DUBLIN–(BUSINESS WIRE)–“CSV and Data Integrity for FDA Regulated Clinical Trials” training has been added to from offer.

The course will explore best practices and the strategic approach to assess IT systems used in the conduct of clinical trials and determine the level of compliance, based on validation and data integrity.

We will review the entire System Development Life Cycle (SDLC) approach to validation of FDA-regulated computer systems, and also discuss 21 CFR Part 11 and the importance of managing records. and electronic signatures appropriately.

He will review all essential clinical trial records that must be kept before, during and after the end of the trial in the Trial Master File (TMF).
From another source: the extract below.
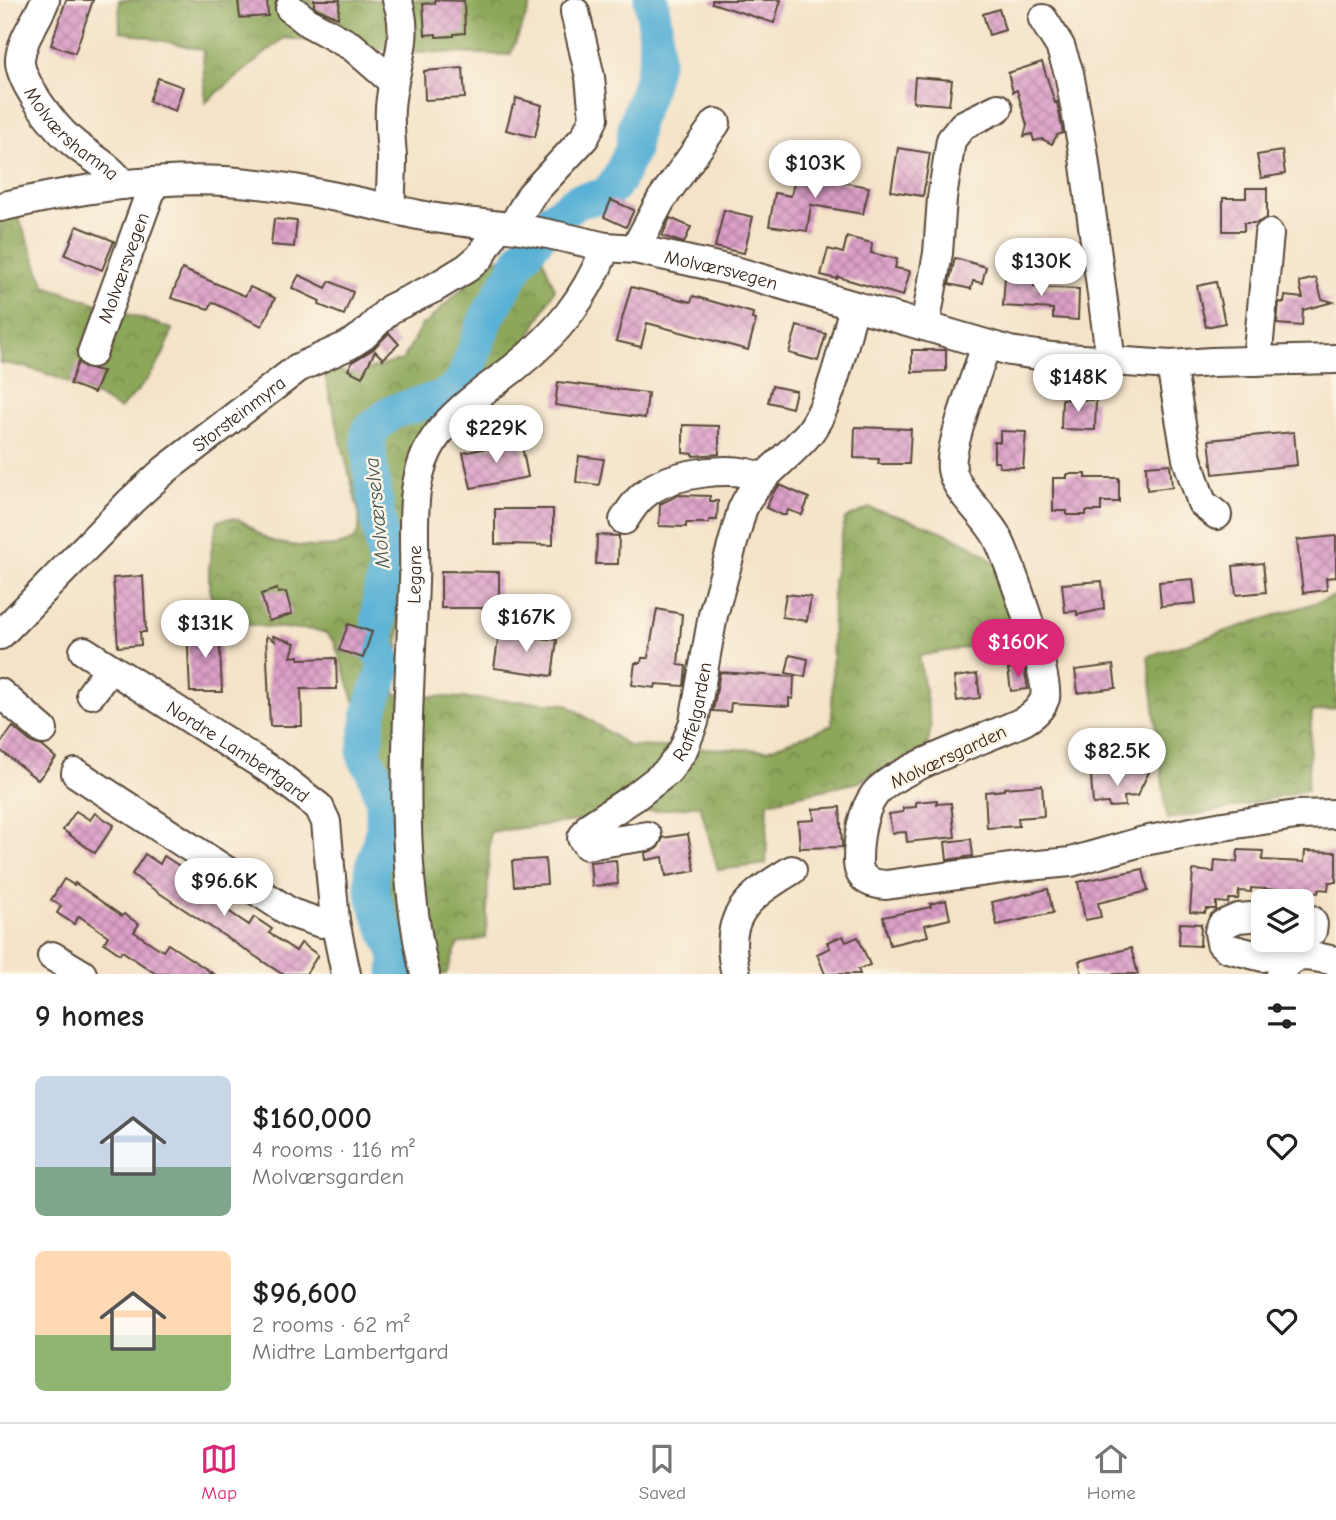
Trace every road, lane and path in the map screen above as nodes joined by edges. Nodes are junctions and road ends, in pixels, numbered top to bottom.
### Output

This part of the discussion will also look at the use of electronic Trial Master File (eTMF) systems and the pros and cons of such use.

Discuss what is needed to prepare for an FDA inspection of computer systems and data used in support of clinical trials. These are extremely valuable assets for any company doing this type of work, and every effort is needed to ensure that the data is maintained in a state of integrity throughout its lifecycle.

Validation of computer systems has been regulated by the FDA for more than 30 years as it pertains to systems used in the manufacturing, testing, and distribution of a product in the pharmaceutical, biotechnology, medical device, or other industries. regulated by the FDA. FDA requirements ensure thorough planning, implementation, integration, testing, and management of computer systems used to collect, analyze, and/or report data.

Electronic records and electronic signatures (ER/ES) came into play through guidelines established by the FDA in 1997 and disseminated through 21 CFR Part 11. This code outlines the basic requirements for validating and documenting the ER/ES capability in systems used in an FDA-regulated environment.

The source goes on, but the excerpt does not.